Allen Wirfs-Brock <mailto:[email protected]>
January 27, 2012 11:41 AM
On Jan 26, 2012, at 4:57 PM, Brendan Eich wrote:
<script src="someLib.js"  type="application/javascript" async="async" 
id="lib1"></script>
<script src="anotherLib.js"  type="application/javascript" 
async="async"id="lib2"></script>
<script src="baseApp.js"  type="application/javascript" async="async" id="base" 
after="lib1"></script>
<script src="extraApp"  type="application/javascript" async="async" 
after="lib2,base"></script>
Because that's brittle and slow -- you don't care about order, you typically 
just want to race and exploit as much parallelism as possible, given host 
CPU(s), the intervening network, TCP connection sharing/limits/etc.

But the ordering dependencies are real.

This is not the right argument. Developers generally do not need to partially or totally order dependencies except in the degenerate partial sense of "all must load before I can rely on my functions". There are exceptional cases of progressive loading and dependency, but those are handled via non-async <script> vs. element-with-event-handler order.

Developers know how to turn on their app when DOMContentReady or whatever fires. That means most async script load scheduling can and should be left to the browser implementation.

  If you don't explicitly identify them and they also aren't implicitly 
recognized then your application will be unreliable.

People build reliable web apps all the time using onload et seq.


I'm pretty sure the collisions-are-rejected thing is going to burn. It's the 
opposite of what people not only abuse (unknown latent bugs), but absolutely 
use and rely on today, with var and function among scripts.

With STL we would be saying that if you need redefinition/multiple definition 
behavior you need to continue to use var and function or you need to refractor 
to use modules/export/input.  But you can't use naked let/const.

I understand the proposal, but my response is that instead of a migration path from var to let at top-level (non-strict), you're making a higher barrier: var to let-in-module and proper modularization.

Not the end of the world, mind you -- plausible and perhaps winning on balance.
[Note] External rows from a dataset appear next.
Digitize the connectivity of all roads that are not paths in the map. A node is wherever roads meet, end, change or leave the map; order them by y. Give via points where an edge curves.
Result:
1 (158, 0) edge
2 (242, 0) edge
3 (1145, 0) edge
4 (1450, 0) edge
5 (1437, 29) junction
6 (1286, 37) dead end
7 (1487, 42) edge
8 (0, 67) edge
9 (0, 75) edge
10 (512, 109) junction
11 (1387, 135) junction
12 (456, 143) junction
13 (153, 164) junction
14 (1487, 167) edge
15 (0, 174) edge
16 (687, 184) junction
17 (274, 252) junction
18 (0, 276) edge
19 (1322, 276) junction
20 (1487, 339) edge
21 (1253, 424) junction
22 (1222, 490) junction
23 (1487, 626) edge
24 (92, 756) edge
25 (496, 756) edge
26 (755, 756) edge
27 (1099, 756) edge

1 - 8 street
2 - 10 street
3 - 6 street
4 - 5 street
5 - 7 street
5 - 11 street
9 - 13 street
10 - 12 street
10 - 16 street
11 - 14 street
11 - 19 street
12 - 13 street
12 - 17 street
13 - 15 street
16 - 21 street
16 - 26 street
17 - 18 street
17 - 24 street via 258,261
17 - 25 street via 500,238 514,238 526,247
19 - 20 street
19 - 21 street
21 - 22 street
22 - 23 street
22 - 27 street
  Some people would get burned by this and conclude that var is always 
preferable to let.  But others would learn about modules.  In either case, we 
would have a consistent semantics for let/const.  BTW, we should make sure that 
modules can actually support the use cases that need such multi/redefinitions.  
I think it is mostly various ways of doing polyfill like things.

Yup. Those will use var and global property testing for a while to come.

also raises issues like, what scope does an indirect eval use?  I haven't head 
anyone recently advocating for TLpSi.  You can achieve almost the same thing 
using SQ by wrapping a block around each script body.
Right, although TLpSi is still attractive as a parallel to function bodies, 
where we agreed body-level let has to bind in a body block that shadows 
parameters and vars. Not much of a plus but it's a plausible alternative.

did you just say that this is legal:

function f() {
     var b;
     let b;
}

and interpreted as:

function f() {
     var b;
     { let b; }
}

I didn't say that. Your

https://mail.mozilla.org/pipermail/es-discuss/2012-January/019817.html

has two alternative rules, either way var vs. let at top level for a given name is an error.

I kind of like TLPSi, but I think it would be counterintuitive for web 
developers who write in-line scripts such as:

<script>
const debug = true;
</script>
<-- a bunch of html -->
<script>
if (debug) {...}
</script>

If we only had src based scripts it might be the right thing...

Yes, making either or both of those out-of-line may change developer expectations. TLpSi seems better with any out-of-line (out of sight is out of mind!) script.

In general, when I start think about the ways that lexical declarations in 
separate scripts might interact I run into issue that are probably best 
resolved using modules. I'm inclined to favor the simpler solution and leave it 
to modules to deal with managing actual interdependencies cases.
Is STL the simplest solution for users?

It avoids issues like:

<script>
const debug = true;
function f1 () {
     if (debug) log(...);
     ...
}
</script>
<script>
const debug = false;
function f2 () {
     if (debug) log(...);
     f1();     // but this logs regardless
     ...
}
</script>
<script>
let debug=false;  //this has no effect
f1();
f2();
</script>

the behavior of this under TLpSn is perfectly normal given lexical scoping.  
However, there is no physical nesting so it is likely to be surprising to many 
users.

But a nasty hard error with STL is better? Again out-of-line scripts and hacking modally file by file may just leave frustrated users. Module bodies are file contents and (without export) have isolated let and const at top level.